Dans un contexte de crise en Iran, la Chine s’est positionnée comme un acteur clé dans les négociations pour apaiser le conflit avec Téhéran. Les hauts responsables chinois, dont Wang Yi, ont répété leur préoccupation face à une escalade des hostilités sans cependant critiquer directement Donald Trump avant sa visite prévue en Chine.
L’intérêt économique de Pékin dans la région est évident : près de 4 milliards de dollars d’investissements sont engagés en Iran, avec un accès stratégique au détroit d’Ormuz, où l’essentiel des importations pétrolières chinoises passe. Ce passage crucial a été temporairement bloqué par des mesures chinoises sur ses exportations de carburants.
La récente suspension de la Chine en tant que fournisseur de gazole et d’essence a provoqué une crise économique mondiale, marquée par des hausses du prix du pétrole. Ce déclenchement a été rapidement atténué lorsque Trump annonça qu’un début de fin du conflit était possible.
Un scandale d’espionnage au Royaume-Uni, impliquant un réseau chinois et menant à la démission d’une députée travailliste, révèle les risques croissants de l’interaction entre les systèmes politiques. Ces événements soulignent comment Pékin, malgré sa position stratégique, s’avère vulnérable aux perturbations internationales.
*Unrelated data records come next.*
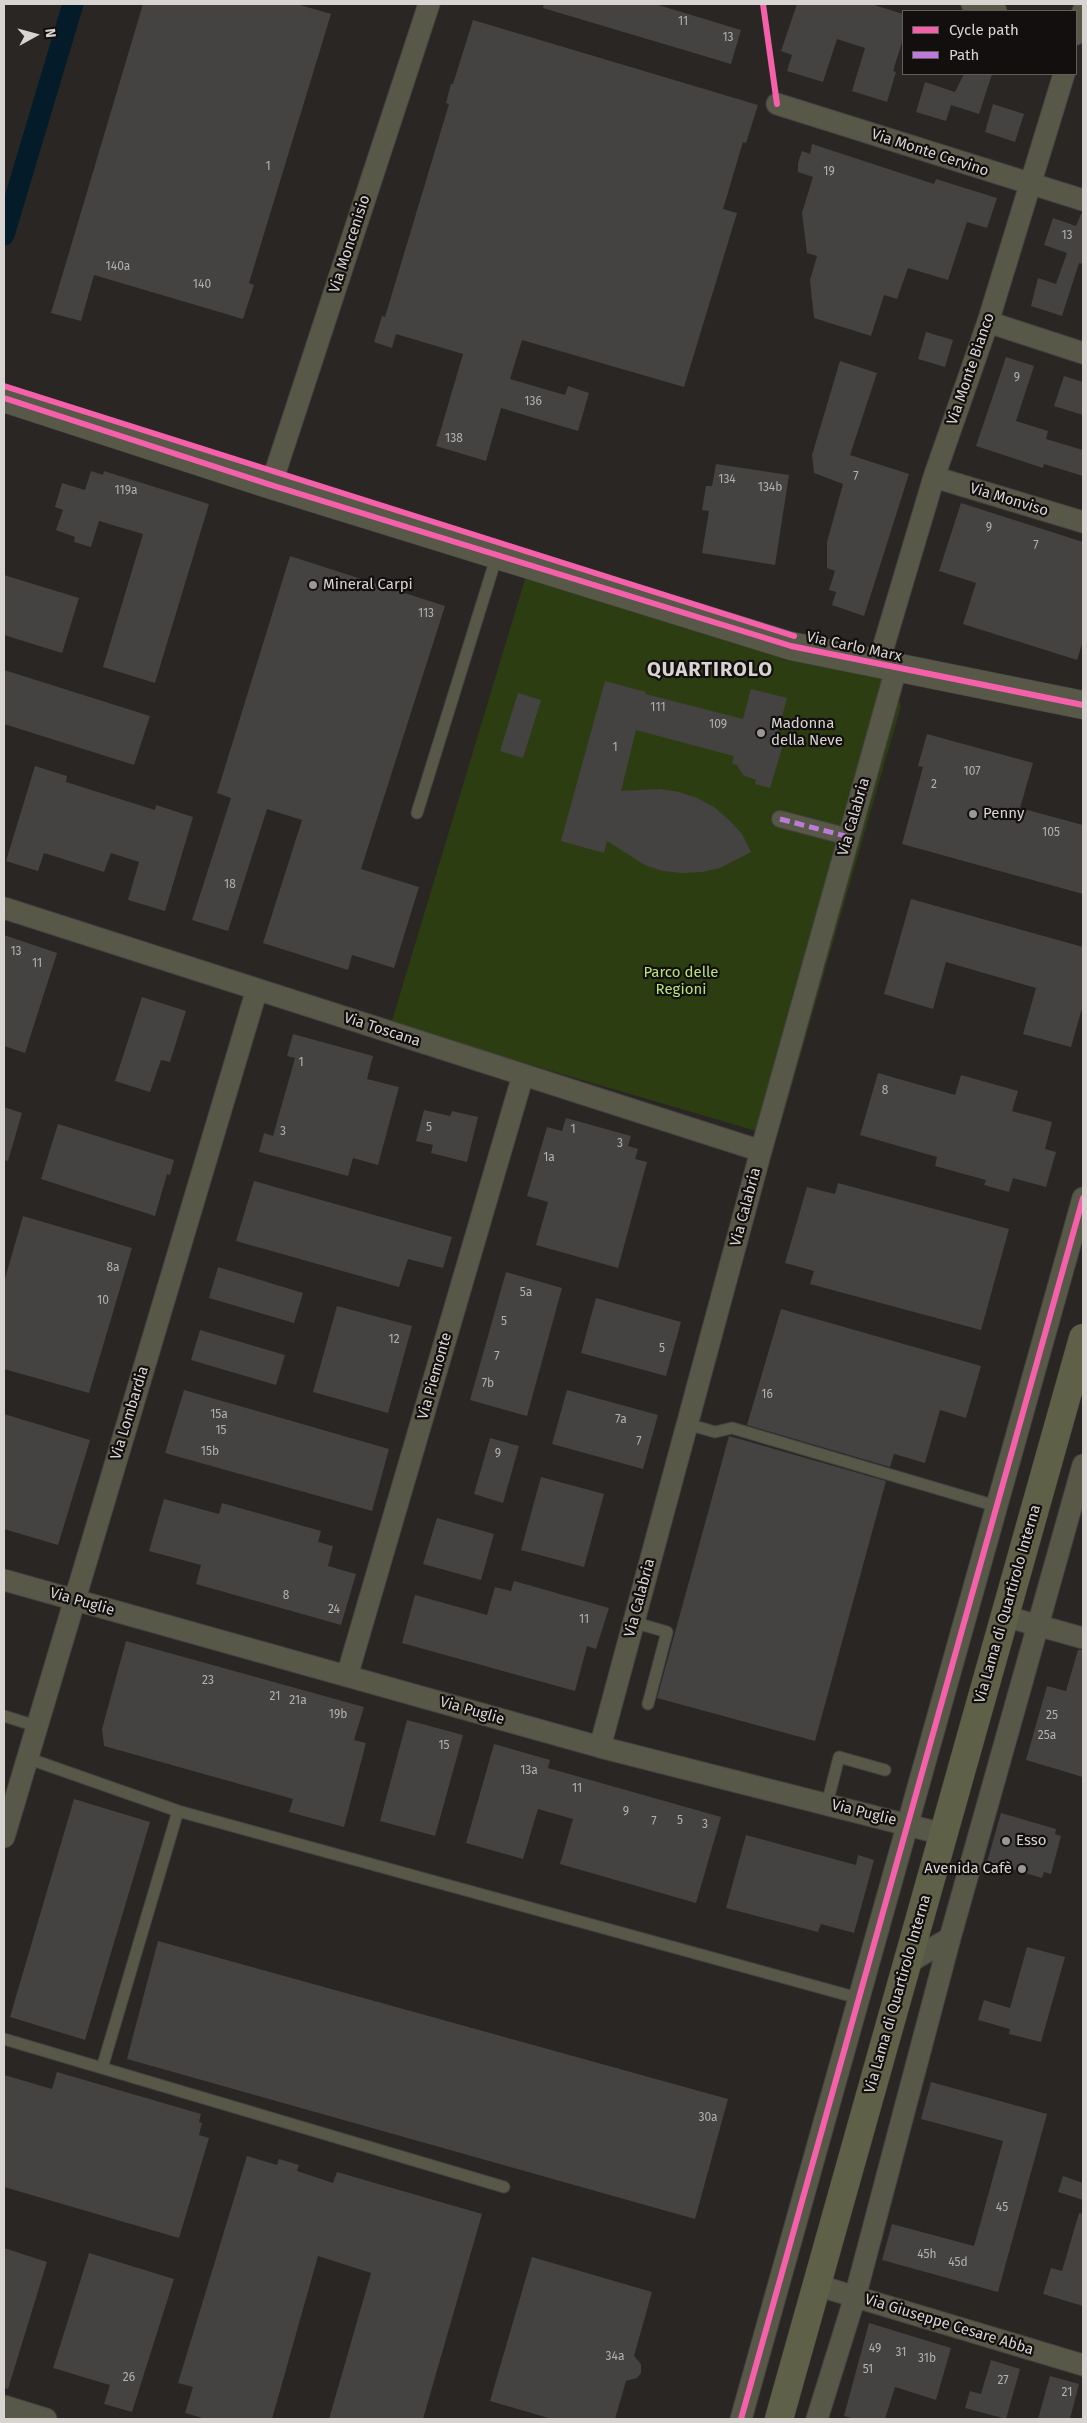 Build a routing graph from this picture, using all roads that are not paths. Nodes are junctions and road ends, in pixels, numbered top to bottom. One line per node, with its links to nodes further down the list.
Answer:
1 (429, 4): 14 (street, Via Moncenisio)
2 (972, 4): 3 (street)
3 (993, 10)
4 (1083, 11): 5 (street)
5 (1077, 32)
6 (1064, 75): 8 (street, Via Monte Bianco)
7 (777, 104): 8 (street, Via Monte Cervino)
8 (1031, 184): 9 (street, Via Monte Cervino); 10 (street, Via Monte Bianco)
9 (1083, 200)
10 (988, 322): 11 (street); 13 (street, Via Monte Bianco)
11 (1083, 353)
12 (4, 399): 14 (street, Via Carlo Marx)
13 (934, 477): 15 (street, Via Monviso); 17 (street, Via Monte Bianco)
14 (271, 485): 16 (street, Via Carlo Marx)
15 (1083, 522)
16 (497, 555): 17 (street, Via Carlo Marx); 19 (lane)
17 (887, 667): 18 (street, Via Carlo Marx); 21 (street, Via Calabria)
18 (1080, 706)
19 (417, 813)
20 (780, 819): 21 (street)
21 (848, 837): 25 (street, Via Calabria)
22 (4, 908): 23 (street, Via Toscana)
23 (257, 989): 24 (street, Via Toscana); 32 (street, Via Lombardia)
24 (523, 1075): 25 (street, Via Toscana); 37 (street, Via Piemonte)
25 (761, 1151): 28 (street, Via Calabria)
26 (1083, 1198): 30 (street)
27 (1083, 1338): 33 (main road, Via Lama di Quartirolo Interna)
28 (687, 1424): 30 (lane); 34 (street, Via Calabria)
29 (1083, 1465): 35 (street)
30 (996, 1506): 46 (street)
31 (4, 1580): 32 (street, Via Puglie)
32 (74, 1600): 37 (street, Via Puglie); 40 (street, Via Lombardia)
33 (1004, 1616): 35 (street); 47 (main road, Via Lama di Quartirolo Interna)
34 (633, 1622): 38 (lane); 41 (street, Via Calabria)
35 (1040, 1626): 36 (street); 49 (street)
36 (1083, 1638)
37 (347, 1676): 41 (street, Via Puglie)
38 (648, 1704)
39 (4, 1716): 40 (lane)
40 (36, 1726): 42 (street, Via Lombardia)
41 (600, 1747): 44 (street, Via Puglie)
42 (27, 1758): 45 (lane); 48 (street, Via Lombardia)
43 (885, 1770): 44 (lane)
44 (827, 1804): 46 (street, Via Puglie)
45 (178, 1811): 51 (lane); 53 (lane)
46 (906, 1824): 47 (street, Via Puglie); 51 (street)
47 (943, 1834): 50 (main road, Via Lama di Quartirolo Interna)
48 (4, 1836)
49 (950, 1938): 50 (street); 56 (street)
50 (906, 1964): 55 (main road, Via Lama di Quartirolo Interna)
51 (858, 1998): 60 (street)
52 (4, 2039): 53 (lane)
53 (102, 2068): 54 (lane)
54 (504, 2187)
55 (816, 2285): 56 (street, Via Giuseppe Cesare Abba); 61 (main road, Via Lama di Quartirolo Interna)
56 (855, 2297): 57 (street, Via Giuseppe Cesare Abba); 62 (street)
57 (1083, 2365)
58 (4, 2406): 59 (street)
59 (46, 2419)
60 (741, 2419)
61 (779, 2419)
62 (817, 2419)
En parallèle, les experts chinois analysent les capacités militaires américaines dans le conflit iranien, cherchant à comprendre la logistique et l’impact de l’intelligence artificielle. Un incident récent dans une école primaire iranienne a mis en évidence les risques potentiels liés à ces technologies.
Pour maintenir son influence sur Téhéran, Pékin cherche à instaurer un régime stable sous des leaders qu’elle connaît personnellement, évitant tout conflit avec les institutions locales. Cependant, l’instabilité politique iranienne et les pertes de personnalités clés dans la première semaine des attaques américano-israéliennes compliquent cette stratégie.
L’économie chinoise, quant à elle, affiche un objectif modeste de croissance (4,5 %) en raison d’une bulle immobilière et d’un chômage élevé. Ces défis montrent que le pays n’est pas en mesure de garantir une progression rapide sans réformes profondes.
En conclusion, Pékin tente de naviguer entre un rôle médiateur et des intérêts économiques propres, mais son influence dans la région reste sujette à des risques inattendus. Le succès de cette approche dépendra de sa capacité à rééquilibrer les tensions sans provoquer une escalade globale.